Подхватились они втроем и побежали в чащу леса, Марью выручать.

Глянула на них Гипотенуза неодобрительно:

– Суетятся бе-е-ез толку, бе-е-сплюхи.

Оставшись одна, коза подошла к краю лощины. Туман там стеной стоит. Марья пытается сквозь пелену туманную пробиться, да ничего не выходит у неё. Обомлела коза, заблеяла:

– Бе-е-да! Бе-е-да!

Задумалась коза, глядя на Марьюшку:

– Ить. как мучается и помочь некому.

– Эх, ладно! От этих бе-е-спроких проку никакого. Али я коза не бе-е-довая? – озорно подмигнула сама себе Гипотенуза, – али не обо мне говорят, что я чисто бе-е-стия? – и, выставив рога вперёд, понеслась во всю прыть тараном на стену туманную.

Бежит, земля из-под копыт разлетается, блеет истошно, потому как хоть и бедовая, а всё одно боязно. Разогналась, разбежалась, боднула со всей силы стену туманную. Не шелохнулась стена. Вдругорядь ударила. Одначе стоит та нерушимо, ни трещинки, ни вмятинки на ней не появилось. Распалилась Гипотенуза, уж полымя из ноздрей, пар из ушей испускает. В третий раз, что было силы ударила, да только рог и обломала. Стена же туманная как стояла, так и стоит невредимая. Ноги подкосились у Гипотенузы, упала обессиленная на сыру землю. Шерсть на ней всклокоченная, репейником спутанная, одно ухо вывернуто, другое обвисло. Искры из глаз сыпятся, гул в голове. Чуток полежала, пришла в себя, глядь, а рог её витой подле ног валяется. Загрустила коза:

– Бе-е-дняжечка я, бедняжечка, теперича на меня бе-е-зрогую мой козлик Бурре и не посмотрит, – стряхнула слезу жалостливую из глаз, покосилась на Марью, не смеётся ли та над ней.

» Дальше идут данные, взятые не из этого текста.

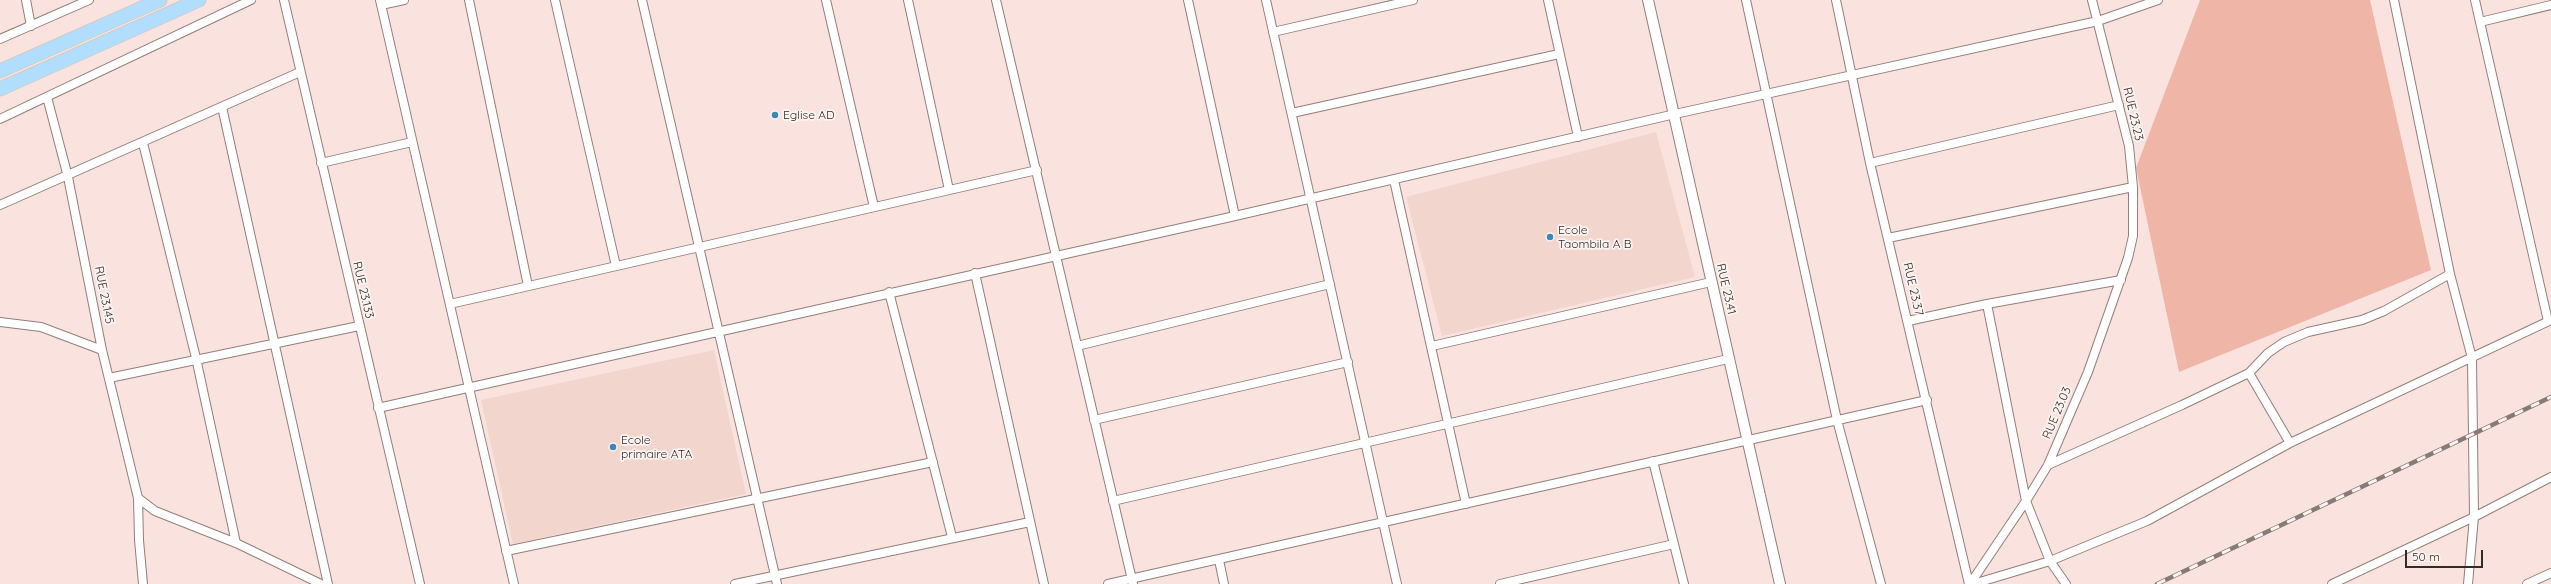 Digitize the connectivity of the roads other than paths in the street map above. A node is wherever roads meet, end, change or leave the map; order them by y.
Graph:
1 (26, 0) edge
2 (89, 0) edge
3 (160, 0) edge
4 (199, 0) edge
5 (252, 0) edge
6 (284, 0) edge
7 (404, 0) edge
8 (469, 0) edge
9 (555, 0) edge
10 (642, 0) edge
11 (826, 0) edge
12 (908, 0) edge
13 (996, 0) edge
14 (1188, 0) edge
15 (1266, 0) edge
16 (1413, 0) edge
17 (1548, 0) edge
18 (1648, 0) edge
19 (1746, 0) edge
20 (1836, 0) edge
21 (2092, 0) edge
22 (2158, 0) edge
23 (2394, 0) edge
24 (2475, 0) edge
25 (380, 3) edge
26 (2551, 5) edge
27 (2098, 21) junction
28 (2480, 22) junction
29 (31, 26) junction
30 (1274, 32) junction
31 (0, 39) edge
32 (1559, 54) junction
33 (0, 71) edge
34 (300, 72) junction
35 (1852, 76) junction
36 (0, 89) edge
37 (1768, 94) junction
38 (47, 97) junction
39 (2119, 105) junction
40 (222, 107) junction
41 (1292, 113) junction
42 (1675, 114) junction
43 (0, 119) edge
44 (1578, 137) junction
45 (412, 142) junction
46 (143, 143) junction
47 (321, 163) junction
48 (1870, 163) junction
49 (1037, 170) junction
50 (68, 177) junction
51 (1394, 180) junction
52 (2133, 187) junction
53 (949, 190) junction
54 (1312, 198) junction
55 (0, 205) edge
56 (874, 207) junction
57 (1235, 216) junction
58 (2133, 236) joint
59 (1888, 238) junction
60 (699, 247) junction
61 (1056, 254) junction
62 (616, 266) junction
63 (975, 273) junction
64 (2450, 274) junction
65 (2121, 280) junction
66 (1711, 282) junction
67 (1330, 284) junction
68 (528, 286) junction
69 (890, 292) junction
70 (450, 304) junction
71 (1987, 304) junction
72 (1908, 321) junction
73 (2549, 321) edge
74 (0, 322) edge
75 (359, 326) junction
76 (718, 331) junction
77 (274, 342) junction
78 (1077, 346) junction
79 (1432, 346) junction
80 (102, 350) junction
81 (196, 358) junction
82 (2472, 358) junction
83 (1728, 359) junction
84 (1348, 362) junction
85 (2249, 373) junction
86 (109, 378) junction
87 (469, 387) junction
88 (1927, 400) junction
89 (378, 408) junction
90 (1094, 420) junction
91 (1837, 420) junction
92 (1448, 423) junction
93 (1747, 440) junction
94 (1366, 442) junction
95 (2290, 443) junction
96 (1653, 461) junction
97 (933, 462) junction
98 (2048, 465) junction
99 (2551, 477) edge
100 (138, 498) junction
101 (757, 498) junction
102 (1113, 501) junction
103 (2026, 502) junction
104 (1466, 504) junction
105 (2474, 517) junction
106 (1030, 522) junction
107 (1383, 522) junction
108 (952, 537) junction
109 (236, 543) junction
110 (1674, 544) junction
111 (506, 551) junction
112 (1219, 560) junction
113 (2050, 561) junction
114 (2551, 573) edge
115 (775, 575) junction
116 (1132, 581) edge
117 (143, 584) edge
118 (321, 584) edge
119 (328, 584) edge
120 (420, 584) edge
121 (514, 584) edge
122 (735, 584) edge
123 (777, 584) edge
124 (1044, 584) edge
125 (1108, 584) edge
126 (1224, 584) edge
127 (1397, 584) edge
128 (1500, 584) edge
129 (1684, 584) edge
130 (1780, 584) edge
131 (1881, 584) edge
132 (1969, 584) edge
133 (1973, 584) edge
134 (2066, 584) edge
135 (2332, 584) edge
136 (2468, 584) edge
137 (2527, 584) edge

1 - 29 street
2 - 29 street
3 - 33 main road
4 - 36 main road
5 - 38 street
6 - 34 street, RUE 23.133
7 - 25 street
8 - 68 street
9 - 62 street
10 - 60 street
11 - 56 street
12 - 53 street
13 - 49 street
14 - 57 street
15 - 30 street
16 - 30 street
17 - 32 street
18 - 42 street, RUE 23.41
19 - 37 street
20 - 35 street, RUE 23.37
21 - 27 street, RUE 23.23
22 - 27 street
23 - 64 street
24 - 28 street
25 - 45 street
26 - 28 street
27 - 35 street
27 - 39 street, RUE 23.23
28 - 73 street
29 - 31 street
30 - 41 street
32 - 41 street
32 - 44 street
34 - 40 street
34 - 47 street, RUE 23.133
35 - 37 street
35 - 48 street, RUE 23.37
37 - 42 street
37 - 91 street
38 - 43 street
38 - 50 street, RUE 23.145
39 - 48 street
39 - 52 street, RUE 23.23
40 - 46 street
40 - 77 street
41 - 54 street
42 - 44 street
42 - 66 street, RUE 23.41
44 - 51 street
45 - 47 street
45 - 70 street
46 - 50 street
46 - 81 street
47 - 75 street, RUE 23.133
48 - 59 street, RUE 23.37
49 - 53 street
49 - 61 street
50 - 55 street
50 - 80 street, RUE 23.145
51 - 54 street
51 - 79 street
52 - 58 street, RUE 23.23
52 - 59 street
53 - 56 street
54 - 57 street
54 - 67 street
56 - 60 street
57 - 61 street
58 - 65 street, RUE 23.03
59 - 72 street, RUE 23.37
60 - 62 street
60 - 76 street
61 - 63 street
61 - 78 street
62 - 68 street
63 - 69 street
63 - 106 street
64 - 82 street
64 - 85 street
65 - 71 street
65 - 98 street, RUE 23.03
66 - 79 street
66 - 83 street, RUE 23.41
67 - 78 street
67 - 84 street
68 - 70 street
69 - 76 street
69 - 97 street
70 - 87 street
71 - 72 street
71 - 103 street
72 - 88 street, RUE 23.37
73 - 82 street
74 - 80 street
75 - 77 street
75 - 89 street, RUE 23.133
76 - 87 street
76 - 101 street
77 - 81 street
77 - 119 street
78 - 90 street
79 - 92 street
80 - 86 street, RUE 23.145
81 - 86 street
81 - 109 street
82 - 95 street
82 - 105 street
83 - 92 street
83 - 93 street, RUE 23.41
84 - 90 street
84 - 94 street
85 - 95 street
85 - 98 street
86 - 100 street, RUE 23.145
87 - 89 street
87 - 111 street
88 - 91 street
88 - 132 street, RUE 23.37
89 - 120 street, RUE 23.133
90 - 102 street
91 - 93 street
91 - 131 street
92 - 94 street
92 - 104 street
93 - 96 street
93 - 130 street, RUE 23.41
94 - 102 street
94 - 107 street
95 - 113 street
96 - 104 street
96 - 110 street
97 - 101 street
97 - 108 street
98 - 103 street, RUE 23.03
99 - 105 street
100 - 109 street
100 - 117 street, RUE 23.145
101 - 111 street
101 - 115 street
102 - 116 street
103 - 113 street
103 - 132 street, RUE 23.03
104 - 107 street
105 - 135 street
105 - 136 street
106 - 108 street
106 - 124 street
107 - 112 street
107 - 127 street
108 - 115 street
109 - 118 street
110 - 128 street
110 - 129 street
111 - 121 street
112 - 116 street
112 - 126 street
113 - 133 street
113 - 134 street
114 - 137 street
115 - 122 street
115 - 123 street
116 - 125 street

А Марья, сидя в туманном узилище, хоть и самой худо, но утешает Гипотенузу, что-то ласковое ей говорит, да слова в тумане вязнут, недолетают до козы. Полегчало ей тотчас от марьюшкиного жаления, духом воспрянула, на ноги поднялась, да и отвечает:

– Сердобольная ты, барышня, но скажу, что сделано, жалеть не велено. Тьфу, на тот рог! Мы, прелестницы, хороши всякие. У тебя отродясь рогов не было, а и ничего! Всё одно – красавица. Мой же Бурре – козёл, вот пусть с рогами и ходит, – и кокетливо повиляв хвостиком, добавила.– Я же в любом обличье чудо как хороша, да дивно как пленительна.

Марьюшка хоть и не слышит Гипотенузу, а улыбается, видя, что лукавинки замелькали у козы в глазах.

– Ладно, потомись ещё чуток, токмо не горюй, – говорит Гипотенуза. – Я уж что-нибудь придумаю, – и поскакала к берёзе, где Конь-Огонь привязанный стоит.

Глава IX

По тёмному лесу Звон-Парамон, спотыкаясь о корни деревьев, спешил за Бранибором и Макаром. При малом росте на один шаг Макара приходилось его четыре. С трудом переводя дыхание, Парамон причитал:

– Всё-таки эхом бестелесным порой сподручнее быть. И сапоги мозоли не стёсывают, и суеты меньше. Куда пожелаешь, туда и летаешь.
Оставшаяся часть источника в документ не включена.